======== AVAILABLE RECORDS ========
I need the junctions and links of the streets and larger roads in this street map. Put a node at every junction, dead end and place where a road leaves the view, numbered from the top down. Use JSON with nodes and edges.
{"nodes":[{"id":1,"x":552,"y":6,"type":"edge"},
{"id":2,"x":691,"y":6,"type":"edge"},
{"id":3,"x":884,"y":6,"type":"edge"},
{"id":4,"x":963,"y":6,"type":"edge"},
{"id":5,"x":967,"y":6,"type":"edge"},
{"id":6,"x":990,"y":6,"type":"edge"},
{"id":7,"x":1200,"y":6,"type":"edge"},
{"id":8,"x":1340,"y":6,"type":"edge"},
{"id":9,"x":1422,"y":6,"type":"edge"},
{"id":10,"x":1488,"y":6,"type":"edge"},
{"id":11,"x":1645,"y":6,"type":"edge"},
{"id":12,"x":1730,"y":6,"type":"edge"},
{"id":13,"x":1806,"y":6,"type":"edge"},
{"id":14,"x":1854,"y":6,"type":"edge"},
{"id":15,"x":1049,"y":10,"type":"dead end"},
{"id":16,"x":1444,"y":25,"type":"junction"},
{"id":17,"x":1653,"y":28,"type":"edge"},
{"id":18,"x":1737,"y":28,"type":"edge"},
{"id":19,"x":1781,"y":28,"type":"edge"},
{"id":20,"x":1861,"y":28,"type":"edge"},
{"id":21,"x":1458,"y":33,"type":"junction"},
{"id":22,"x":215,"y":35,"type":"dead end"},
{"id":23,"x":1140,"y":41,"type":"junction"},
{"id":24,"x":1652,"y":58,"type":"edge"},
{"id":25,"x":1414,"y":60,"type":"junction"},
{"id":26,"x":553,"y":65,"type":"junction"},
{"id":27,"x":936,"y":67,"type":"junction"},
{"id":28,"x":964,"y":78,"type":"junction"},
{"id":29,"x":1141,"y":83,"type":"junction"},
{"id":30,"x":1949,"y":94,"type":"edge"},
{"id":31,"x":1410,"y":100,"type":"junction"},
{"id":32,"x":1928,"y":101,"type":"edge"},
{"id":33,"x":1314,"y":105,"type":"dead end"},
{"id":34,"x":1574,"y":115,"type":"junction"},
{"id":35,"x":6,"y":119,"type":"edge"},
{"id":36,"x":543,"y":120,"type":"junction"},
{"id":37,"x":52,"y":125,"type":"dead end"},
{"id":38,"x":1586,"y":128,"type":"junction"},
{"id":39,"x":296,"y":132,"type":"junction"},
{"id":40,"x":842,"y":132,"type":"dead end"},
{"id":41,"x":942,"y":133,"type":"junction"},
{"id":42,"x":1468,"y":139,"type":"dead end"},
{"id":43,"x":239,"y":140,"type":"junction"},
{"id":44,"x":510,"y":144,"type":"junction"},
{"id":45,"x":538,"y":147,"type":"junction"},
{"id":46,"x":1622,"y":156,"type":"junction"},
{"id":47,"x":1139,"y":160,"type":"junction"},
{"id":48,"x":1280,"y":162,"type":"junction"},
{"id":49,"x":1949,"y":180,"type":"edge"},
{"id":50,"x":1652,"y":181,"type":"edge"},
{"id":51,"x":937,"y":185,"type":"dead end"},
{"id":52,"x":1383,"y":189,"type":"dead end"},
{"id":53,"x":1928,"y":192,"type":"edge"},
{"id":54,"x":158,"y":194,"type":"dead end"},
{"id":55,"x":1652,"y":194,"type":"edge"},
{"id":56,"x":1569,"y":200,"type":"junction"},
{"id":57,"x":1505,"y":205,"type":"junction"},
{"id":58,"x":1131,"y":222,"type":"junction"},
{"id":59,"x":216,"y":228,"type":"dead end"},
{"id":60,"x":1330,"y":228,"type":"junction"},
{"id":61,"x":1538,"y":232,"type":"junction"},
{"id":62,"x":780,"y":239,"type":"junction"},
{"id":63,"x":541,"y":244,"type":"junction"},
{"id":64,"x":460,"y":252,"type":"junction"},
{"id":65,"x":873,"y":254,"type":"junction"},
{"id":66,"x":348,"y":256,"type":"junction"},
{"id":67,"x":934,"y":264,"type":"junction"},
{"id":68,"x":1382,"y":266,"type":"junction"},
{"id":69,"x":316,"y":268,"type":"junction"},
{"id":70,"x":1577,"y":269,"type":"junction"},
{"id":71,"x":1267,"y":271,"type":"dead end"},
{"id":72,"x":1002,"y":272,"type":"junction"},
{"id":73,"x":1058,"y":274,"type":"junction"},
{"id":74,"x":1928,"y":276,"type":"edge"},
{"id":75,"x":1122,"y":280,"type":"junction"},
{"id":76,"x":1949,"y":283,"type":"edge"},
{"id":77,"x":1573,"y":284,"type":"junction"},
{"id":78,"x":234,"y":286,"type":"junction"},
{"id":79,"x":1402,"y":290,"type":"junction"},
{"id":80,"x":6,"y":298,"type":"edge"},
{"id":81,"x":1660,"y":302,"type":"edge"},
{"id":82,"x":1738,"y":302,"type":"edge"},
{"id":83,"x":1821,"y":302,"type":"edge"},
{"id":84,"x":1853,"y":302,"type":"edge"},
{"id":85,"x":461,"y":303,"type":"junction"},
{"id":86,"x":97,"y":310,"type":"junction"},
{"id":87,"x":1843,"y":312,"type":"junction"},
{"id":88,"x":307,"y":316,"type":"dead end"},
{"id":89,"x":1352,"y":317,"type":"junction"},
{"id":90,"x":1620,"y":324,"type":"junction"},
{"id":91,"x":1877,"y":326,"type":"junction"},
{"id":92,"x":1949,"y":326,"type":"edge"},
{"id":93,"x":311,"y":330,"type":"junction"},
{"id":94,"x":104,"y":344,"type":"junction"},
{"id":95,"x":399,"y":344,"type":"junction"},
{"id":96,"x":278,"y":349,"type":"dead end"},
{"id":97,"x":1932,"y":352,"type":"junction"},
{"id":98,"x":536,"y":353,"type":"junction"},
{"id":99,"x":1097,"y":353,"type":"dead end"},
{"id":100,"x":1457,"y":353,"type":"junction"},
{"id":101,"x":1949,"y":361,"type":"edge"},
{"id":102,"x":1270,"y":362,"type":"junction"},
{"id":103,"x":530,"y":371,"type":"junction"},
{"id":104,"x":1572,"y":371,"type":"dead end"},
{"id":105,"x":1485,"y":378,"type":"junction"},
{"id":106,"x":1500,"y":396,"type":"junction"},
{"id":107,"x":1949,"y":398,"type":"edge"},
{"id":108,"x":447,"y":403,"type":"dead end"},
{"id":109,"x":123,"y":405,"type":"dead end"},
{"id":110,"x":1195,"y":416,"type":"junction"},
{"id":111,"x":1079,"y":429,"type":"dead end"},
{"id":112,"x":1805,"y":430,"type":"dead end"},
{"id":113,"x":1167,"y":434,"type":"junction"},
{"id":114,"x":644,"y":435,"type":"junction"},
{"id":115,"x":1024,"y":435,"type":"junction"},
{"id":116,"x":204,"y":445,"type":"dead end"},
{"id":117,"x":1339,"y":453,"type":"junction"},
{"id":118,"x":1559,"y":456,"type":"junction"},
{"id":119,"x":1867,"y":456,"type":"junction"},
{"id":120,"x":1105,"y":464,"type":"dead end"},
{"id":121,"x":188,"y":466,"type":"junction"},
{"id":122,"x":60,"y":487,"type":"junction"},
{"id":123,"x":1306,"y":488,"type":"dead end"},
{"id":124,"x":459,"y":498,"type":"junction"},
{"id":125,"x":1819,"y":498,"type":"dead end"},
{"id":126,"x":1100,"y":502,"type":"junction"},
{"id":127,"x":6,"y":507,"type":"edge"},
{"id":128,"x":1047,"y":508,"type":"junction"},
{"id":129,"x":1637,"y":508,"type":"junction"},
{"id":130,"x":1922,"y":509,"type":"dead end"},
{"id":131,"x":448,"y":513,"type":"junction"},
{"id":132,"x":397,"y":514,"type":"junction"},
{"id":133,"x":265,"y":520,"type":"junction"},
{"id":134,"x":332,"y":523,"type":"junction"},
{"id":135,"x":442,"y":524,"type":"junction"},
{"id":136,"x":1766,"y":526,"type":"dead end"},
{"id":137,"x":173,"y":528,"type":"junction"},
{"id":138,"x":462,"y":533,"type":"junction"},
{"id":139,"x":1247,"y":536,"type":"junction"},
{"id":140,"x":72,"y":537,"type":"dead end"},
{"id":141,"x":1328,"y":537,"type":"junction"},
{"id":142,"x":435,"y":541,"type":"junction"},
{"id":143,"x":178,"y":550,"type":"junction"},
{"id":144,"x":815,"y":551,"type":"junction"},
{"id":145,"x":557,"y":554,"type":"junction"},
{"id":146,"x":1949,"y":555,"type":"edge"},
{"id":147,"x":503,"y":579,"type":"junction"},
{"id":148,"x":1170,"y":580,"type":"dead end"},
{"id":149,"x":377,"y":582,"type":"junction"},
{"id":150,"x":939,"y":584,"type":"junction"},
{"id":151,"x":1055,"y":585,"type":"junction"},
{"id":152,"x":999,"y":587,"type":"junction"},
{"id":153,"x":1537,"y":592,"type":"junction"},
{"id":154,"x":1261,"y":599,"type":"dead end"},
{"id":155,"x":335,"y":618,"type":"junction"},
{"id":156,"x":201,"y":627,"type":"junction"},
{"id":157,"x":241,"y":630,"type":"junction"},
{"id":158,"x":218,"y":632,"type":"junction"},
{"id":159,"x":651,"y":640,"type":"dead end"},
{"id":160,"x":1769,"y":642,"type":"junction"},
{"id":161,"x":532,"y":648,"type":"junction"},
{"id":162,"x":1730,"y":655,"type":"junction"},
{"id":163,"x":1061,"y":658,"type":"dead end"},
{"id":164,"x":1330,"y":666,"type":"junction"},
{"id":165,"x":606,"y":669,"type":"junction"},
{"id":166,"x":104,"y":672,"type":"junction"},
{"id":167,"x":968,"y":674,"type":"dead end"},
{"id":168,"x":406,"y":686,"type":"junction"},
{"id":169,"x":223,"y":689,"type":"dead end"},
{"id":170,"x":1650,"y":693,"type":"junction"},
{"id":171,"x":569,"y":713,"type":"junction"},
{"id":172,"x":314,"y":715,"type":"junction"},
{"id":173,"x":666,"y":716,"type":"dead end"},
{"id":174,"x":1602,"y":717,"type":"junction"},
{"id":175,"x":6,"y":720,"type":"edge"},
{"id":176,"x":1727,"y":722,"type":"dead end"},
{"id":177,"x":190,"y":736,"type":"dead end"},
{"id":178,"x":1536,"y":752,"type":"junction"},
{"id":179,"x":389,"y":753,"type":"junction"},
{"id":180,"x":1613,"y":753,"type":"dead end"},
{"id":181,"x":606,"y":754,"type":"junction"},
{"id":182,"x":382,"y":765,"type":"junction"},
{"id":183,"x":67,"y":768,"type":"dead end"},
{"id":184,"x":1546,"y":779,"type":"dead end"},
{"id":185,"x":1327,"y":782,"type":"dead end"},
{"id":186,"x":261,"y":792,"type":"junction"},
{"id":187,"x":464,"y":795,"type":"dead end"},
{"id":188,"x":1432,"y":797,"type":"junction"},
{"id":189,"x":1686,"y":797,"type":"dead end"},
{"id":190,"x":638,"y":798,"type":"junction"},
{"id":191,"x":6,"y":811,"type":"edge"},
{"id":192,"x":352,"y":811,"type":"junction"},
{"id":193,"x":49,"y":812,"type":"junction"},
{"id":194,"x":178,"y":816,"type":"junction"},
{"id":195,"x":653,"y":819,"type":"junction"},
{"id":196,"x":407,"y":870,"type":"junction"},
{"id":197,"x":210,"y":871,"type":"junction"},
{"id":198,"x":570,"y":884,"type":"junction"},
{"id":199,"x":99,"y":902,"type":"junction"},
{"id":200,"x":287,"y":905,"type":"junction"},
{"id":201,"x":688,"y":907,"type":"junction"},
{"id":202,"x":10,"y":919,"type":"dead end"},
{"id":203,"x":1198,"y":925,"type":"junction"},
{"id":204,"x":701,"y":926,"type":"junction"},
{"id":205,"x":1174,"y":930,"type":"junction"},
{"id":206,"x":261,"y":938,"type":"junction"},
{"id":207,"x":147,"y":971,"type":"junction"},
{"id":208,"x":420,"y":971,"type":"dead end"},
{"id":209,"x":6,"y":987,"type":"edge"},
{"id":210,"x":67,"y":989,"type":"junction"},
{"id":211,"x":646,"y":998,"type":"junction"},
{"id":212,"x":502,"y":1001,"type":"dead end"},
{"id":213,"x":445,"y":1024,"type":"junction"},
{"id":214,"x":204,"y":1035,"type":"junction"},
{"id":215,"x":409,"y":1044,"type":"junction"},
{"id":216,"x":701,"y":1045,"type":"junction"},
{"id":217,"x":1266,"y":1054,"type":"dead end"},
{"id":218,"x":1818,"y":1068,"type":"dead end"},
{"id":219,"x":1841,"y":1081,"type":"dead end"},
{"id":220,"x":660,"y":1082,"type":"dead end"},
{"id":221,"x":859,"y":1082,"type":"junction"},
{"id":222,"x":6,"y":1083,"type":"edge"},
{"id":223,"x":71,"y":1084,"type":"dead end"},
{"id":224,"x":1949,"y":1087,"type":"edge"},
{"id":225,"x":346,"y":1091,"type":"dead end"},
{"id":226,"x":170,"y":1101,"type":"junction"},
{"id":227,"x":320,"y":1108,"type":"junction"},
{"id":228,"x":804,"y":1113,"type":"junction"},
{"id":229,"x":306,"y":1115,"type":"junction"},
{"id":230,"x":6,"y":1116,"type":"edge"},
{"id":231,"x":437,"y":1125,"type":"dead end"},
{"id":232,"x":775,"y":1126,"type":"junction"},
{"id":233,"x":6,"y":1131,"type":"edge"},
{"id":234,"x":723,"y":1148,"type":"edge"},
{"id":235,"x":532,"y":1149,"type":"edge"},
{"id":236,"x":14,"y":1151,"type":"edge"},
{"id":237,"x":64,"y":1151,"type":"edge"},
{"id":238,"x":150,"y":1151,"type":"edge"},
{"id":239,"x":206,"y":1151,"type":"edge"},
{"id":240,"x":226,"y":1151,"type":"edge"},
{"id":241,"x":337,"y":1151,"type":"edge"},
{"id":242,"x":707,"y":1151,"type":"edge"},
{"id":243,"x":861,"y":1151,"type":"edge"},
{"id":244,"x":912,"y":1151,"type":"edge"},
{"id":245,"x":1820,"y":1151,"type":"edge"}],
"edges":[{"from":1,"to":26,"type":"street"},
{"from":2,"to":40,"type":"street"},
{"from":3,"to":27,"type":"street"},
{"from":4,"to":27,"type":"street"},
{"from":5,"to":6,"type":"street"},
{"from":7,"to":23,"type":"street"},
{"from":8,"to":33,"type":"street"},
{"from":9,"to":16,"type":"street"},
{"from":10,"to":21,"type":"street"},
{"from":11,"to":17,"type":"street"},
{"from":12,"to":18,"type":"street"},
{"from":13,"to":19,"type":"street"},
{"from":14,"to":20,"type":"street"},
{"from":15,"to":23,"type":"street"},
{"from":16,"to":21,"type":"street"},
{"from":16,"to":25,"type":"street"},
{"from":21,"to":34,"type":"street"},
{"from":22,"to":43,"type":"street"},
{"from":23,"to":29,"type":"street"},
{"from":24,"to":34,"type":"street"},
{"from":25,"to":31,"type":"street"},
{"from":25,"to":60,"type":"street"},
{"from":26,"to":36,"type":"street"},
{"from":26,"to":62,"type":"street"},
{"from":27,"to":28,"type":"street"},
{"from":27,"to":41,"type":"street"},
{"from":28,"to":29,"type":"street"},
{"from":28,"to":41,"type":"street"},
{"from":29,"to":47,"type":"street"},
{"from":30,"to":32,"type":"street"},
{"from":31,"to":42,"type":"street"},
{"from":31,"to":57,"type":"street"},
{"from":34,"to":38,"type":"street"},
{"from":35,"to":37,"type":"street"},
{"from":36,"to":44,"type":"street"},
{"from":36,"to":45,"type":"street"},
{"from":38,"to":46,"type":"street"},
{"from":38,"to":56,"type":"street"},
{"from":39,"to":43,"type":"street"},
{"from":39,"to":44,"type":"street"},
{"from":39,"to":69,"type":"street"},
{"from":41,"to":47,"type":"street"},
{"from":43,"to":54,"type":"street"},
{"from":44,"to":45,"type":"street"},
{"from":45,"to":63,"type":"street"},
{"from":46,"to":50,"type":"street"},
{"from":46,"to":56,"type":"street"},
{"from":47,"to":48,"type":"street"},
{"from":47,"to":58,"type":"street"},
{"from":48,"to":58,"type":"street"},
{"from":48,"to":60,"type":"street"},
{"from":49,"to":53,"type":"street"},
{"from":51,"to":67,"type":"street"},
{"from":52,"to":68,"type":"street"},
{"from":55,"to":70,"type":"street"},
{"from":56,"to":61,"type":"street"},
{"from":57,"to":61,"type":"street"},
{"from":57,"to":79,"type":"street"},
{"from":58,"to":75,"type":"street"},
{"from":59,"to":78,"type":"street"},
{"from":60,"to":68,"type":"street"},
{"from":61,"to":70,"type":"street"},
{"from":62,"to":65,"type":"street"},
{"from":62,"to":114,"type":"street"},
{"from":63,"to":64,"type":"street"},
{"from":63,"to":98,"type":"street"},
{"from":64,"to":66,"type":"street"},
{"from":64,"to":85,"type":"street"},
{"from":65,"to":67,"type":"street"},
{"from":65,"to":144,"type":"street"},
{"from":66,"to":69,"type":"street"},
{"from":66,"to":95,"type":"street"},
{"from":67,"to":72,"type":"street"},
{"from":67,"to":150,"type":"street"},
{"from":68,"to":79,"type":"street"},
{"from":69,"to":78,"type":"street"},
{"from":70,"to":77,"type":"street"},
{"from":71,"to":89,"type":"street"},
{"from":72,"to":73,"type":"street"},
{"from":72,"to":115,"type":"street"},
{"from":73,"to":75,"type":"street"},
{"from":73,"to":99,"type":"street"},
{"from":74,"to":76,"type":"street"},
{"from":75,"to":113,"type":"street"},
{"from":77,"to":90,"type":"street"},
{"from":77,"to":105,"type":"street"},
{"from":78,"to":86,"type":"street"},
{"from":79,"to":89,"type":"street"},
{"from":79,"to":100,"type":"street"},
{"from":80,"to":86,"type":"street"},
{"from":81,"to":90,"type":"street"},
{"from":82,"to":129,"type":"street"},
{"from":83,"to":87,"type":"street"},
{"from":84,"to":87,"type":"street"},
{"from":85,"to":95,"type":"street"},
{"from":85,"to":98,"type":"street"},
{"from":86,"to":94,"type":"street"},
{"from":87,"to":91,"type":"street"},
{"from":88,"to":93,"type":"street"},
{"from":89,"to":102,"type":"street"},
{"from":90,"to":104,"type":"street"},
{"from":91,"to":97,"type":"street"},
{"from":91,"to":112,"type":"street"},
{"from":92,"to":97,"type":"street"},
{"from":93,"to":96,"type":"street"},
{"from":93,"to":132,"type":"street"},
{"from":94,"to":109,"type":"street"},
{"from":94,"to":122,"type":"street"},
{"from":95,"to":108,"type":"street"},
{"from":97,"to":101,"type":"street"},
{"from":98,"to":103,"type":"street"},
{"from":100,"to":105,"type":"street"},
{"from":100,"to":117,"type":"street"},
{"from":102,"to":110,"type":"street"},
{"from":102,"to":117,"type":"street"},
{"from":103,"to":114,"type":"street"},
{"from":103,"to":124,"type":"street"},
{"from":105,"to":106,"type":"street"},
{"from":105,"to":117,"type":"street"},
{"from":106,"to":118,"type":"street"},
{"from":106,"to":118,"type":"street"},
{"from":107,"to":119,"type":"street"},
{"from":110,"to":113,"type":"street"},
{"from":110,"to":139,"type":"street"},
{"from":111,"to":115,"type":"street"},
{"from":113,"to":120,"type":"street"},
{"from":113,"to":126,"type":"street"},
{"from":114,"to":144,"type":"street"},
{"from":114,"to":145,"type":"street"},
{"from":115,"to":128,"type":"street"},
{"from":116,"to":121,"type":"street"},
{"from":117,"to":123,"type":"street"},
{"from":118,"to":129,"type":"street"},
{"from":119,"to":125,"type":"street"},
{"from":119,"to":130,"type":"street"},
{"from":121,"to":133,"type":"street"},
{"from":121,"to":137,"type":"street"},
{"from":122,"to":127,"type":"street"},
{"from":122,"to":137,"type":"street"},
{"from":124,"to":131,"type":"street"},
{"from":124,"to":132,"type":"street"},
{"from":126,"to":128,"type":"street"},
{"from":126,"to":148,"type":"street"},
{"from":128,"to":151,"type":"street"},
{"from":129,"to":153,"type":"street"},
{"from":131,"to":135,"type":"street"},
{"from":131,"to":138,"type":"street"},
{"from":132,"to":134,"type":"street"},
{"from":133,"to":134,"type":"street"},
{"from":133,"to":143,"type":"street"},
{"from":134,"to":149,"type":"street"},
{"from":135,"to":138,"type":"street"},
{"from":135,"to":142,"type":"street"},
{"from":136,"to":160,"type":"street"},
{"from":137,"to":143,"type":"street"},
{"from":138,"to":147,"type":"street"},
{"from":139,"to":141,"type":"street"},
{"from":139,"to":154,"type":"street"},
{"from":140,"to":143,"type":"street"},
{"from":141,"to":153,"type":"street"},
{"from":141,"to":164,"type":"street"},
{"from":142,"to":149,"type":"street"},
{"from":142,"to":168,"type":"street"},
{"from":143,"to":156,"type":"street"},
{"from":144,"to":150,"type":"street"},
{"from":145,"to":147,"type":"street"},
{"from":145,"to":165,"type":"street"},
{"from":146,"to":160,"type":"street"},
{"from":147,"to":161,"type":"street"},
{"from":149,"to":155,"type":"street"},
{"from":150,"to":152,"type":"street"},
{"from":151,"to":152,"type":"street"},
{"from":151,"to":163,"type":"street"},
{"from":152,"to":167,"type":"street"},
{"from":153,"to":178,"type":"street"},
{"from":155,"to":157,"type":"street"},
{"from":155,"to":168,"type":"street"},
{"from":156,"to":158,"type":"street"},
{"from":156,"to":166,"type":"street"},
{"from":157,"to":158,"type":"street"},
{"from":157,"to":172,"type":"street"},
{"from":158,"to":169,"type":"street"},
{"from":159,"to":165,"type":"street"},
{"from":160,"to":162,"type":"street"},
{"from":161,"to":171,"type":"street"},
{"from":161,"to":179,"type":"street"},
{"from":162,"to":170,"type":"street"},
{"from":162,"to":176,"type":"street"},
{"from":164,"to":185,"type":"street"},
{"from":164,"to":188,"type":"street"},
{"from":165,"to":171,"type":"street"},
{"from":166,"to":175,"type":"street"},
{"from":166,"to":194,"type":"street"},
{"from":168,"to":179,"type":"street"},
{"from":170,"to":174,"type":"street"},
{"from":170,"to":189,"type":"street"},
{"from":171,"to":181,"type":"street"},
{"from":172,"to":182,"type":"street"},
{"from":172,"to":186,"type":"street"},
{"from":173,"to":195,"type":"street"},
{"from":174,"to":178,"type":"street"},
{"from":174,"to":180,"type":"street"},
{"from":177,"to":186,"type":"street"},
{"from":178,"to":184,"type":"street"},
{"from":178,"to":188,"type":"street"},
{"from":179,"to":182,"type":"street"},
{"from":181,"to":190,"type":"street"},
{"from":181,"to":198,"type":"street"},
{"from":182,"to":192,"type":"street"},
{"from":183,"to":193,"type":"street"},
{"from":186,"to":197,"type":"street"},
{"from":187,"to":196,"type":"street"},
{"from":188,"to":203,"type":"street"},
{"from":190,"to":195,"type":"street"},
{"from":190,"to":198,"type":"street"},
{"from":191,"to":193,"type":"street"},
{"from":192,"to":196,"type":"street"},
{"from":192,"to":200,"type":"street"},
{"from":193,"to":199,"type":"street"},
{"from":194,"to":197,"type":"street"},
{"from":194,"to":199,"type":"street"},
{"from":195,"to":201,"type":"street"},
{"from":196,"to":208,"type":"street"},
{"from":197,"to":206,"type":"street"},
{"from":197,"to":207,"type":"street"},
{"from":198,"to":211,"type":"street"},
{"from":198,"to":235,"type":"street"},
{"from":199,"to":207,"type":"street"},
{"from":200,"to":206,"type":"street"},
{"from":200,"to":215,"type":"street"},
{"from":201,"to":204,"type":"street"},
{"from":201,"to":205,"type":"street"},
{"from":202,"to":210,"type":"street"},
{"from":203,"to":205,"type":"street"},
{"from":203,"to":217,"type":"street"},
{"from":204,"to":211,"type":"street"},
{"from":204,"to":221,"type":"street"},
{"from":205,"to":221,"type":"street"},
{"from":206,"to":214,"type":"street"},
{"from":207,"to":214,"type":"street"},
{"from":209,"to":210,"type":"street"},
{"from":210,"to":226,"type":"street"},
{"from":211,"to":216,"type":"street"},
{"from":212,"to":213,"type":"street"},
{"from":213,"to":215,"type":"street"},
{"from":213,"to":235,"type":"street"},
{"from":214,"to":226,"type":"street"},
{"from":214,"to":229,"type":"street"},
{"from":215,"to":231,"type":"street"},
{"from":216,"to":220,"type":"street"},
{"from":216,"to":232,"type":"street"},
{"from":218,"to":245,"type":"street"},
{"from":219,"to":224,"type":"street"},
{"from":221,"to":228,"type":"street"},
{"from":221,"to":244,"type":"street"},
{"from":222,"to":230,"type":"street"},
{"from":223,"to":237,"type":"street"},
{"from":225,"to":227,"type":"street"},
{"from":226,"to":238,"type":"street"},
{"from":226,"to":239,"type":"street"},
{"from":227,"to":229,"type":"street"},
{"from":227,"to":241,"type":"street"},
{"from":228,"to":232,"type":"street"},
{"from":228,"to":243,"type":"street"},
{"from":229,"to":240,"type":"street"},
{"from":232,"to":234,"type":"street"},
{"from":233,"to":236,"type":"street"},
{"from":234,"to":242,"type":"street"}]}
========
◆ ASSIGNED TASK
Scan the entries above for the word "edges", then copy every line in which it occurs.

◆ EXPECTED ANSWER
I need the junctions and links of the streets and larger roads in this street map. Put a node at every junction, dead end and place where a road leaves the view, numbered from the top down. Use JSON with nodes and edges.
"edges":[{"from":1,"to":26,"type":"street"},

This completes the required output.